Амалья Траммо просто обязана быть дурочкой! Не столь легкомысленной и взбалмошной, чтобы приводить в ужас окружающих (это была роль самой Софики, и отдавать её кому-либо девушка не собиралась), но в достаточной мере бестолковой, чтобы все могли лишь, умиляясь, разводить руками и улыбаться глупостям, живущим в хорошенькой белокурой головке, — и в этом есть какое-то необъяснимое спокойствие и постоянство. И наличие в этой хорошенькой белокурой головке мозгов кажется словно бы... неправильным.

А расставаться с собственными иллюзиями, по правде говоря, Софике не особенно хочется — не слишком-то это приятный процесс, чтобы так просто раз и навсегда вбить в свою голову мысль, что Амалья старается казаться дурочкой тогда, когда ей это нужно, но вовсе таковой не является. Пусть сама по себе эта мысль, если уж говорить прямо и в достаточной мере здраво, заслуживает довольно-таки важного места в наполовину пустой голове Софики.

Софика медленно приподнимается на постели. Голова у неё немного кружится — не настолько, впрочем, чтобы желать лежать в постели и дальше, — и кажется слишком тяжёлой, словно чугунной, чтобы держать её прямо. Интересно — мигрени у Гесима и Амальи начинаются с этого же ощущения?.. За окном всё ещё светло, по-вечернему светло — так, как бывает за несколько часов до заката.

Лежать в постели Софике, впрочем, уже смертельно надоело. Она не может больше ни минуты провести в горизонтальном положении! Софике просто необходимо пройтись! Лучше всего, конечно — по полю или лесу рядом с родной деревушкой. Впрочем, за неимением такого варианта сойдут и улочки столицы или даже коридоры постылого пансиона.

Софике хочется есть. Очень хочется — такого зверского голода Софика Траммо не испытывала, кажется, ни разу в своей короткой жизни. Но средняя из дочерей пастора Илмари не уверена, что стоит спускаться вниз и просить мачехину кузину о чём-либо. Не уверена, что вообще стоит попадаться кому-либо на глаза в ближайшие несколько дней. Возможно, стоит перетерпеть, подождать, пока всё хотя бы немного успокоится.

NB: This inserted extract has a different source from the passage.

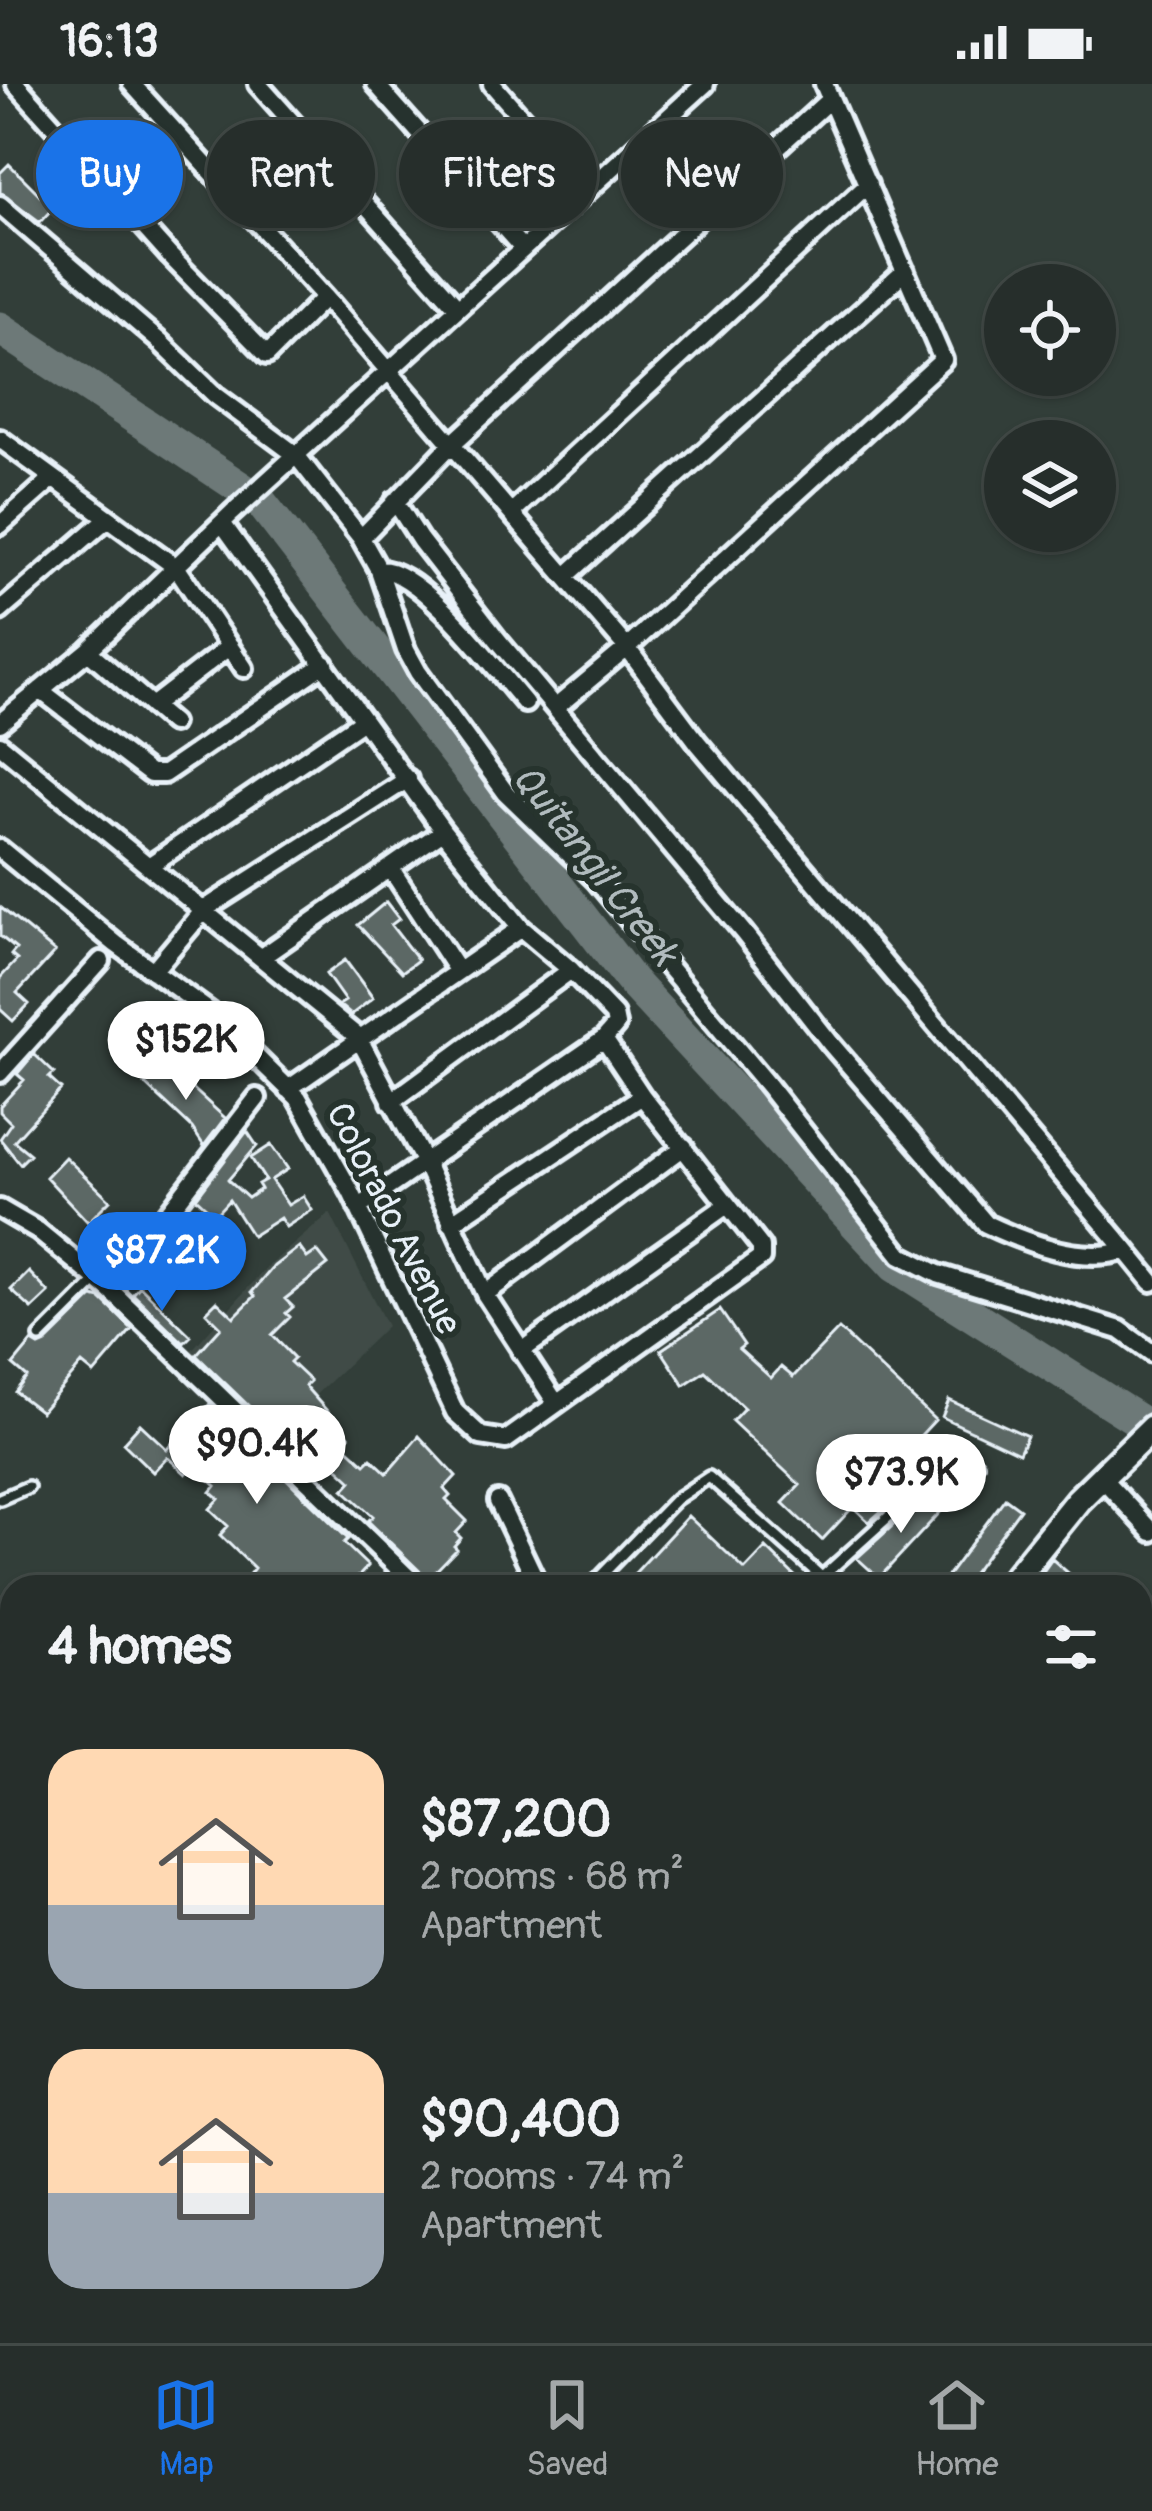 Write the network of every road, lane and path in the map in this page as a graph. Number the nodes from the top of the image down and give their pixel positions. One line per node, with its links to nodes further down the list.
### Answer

Самое главное — пока успокоится хотя бы немного мачехина кузина, которая сейчас наверняка в ярости.

Софика Траммо на месте мачехиной кузины определённо была бы в ярости — самой неистовой и разрушительной, какую только способна представить себе семнадцатилетняя девочка, у которой в жизни прежде ещё никогда не случалось серьёзных разочарований и поражений.

И в том состоянии праведной, горячей ярости Софика пребывала бы весьма долго. Подумать только — воспитанница в очередной раз нарушает правила пансиона (и хорошего тона в целом) и, мало того, совершенно не раскаивается в содеянном. Мало того — является причиной (пусть и косвенной, пожалуй) гибели уже двоих молодых мужчин, которые провинились перед вселенной разве что в том, что волей случая повстречались у Софики на пути.

Вполне достаточно причин для праведного гнева.

— Тебя было, кстати, не добудиться! — добавляет между тем Амалья, и тон у неё снова становится обвиняющим. — Я пыталась тебя растолкать, но ты сбросила мою руку со своего плеча и продолжила спать!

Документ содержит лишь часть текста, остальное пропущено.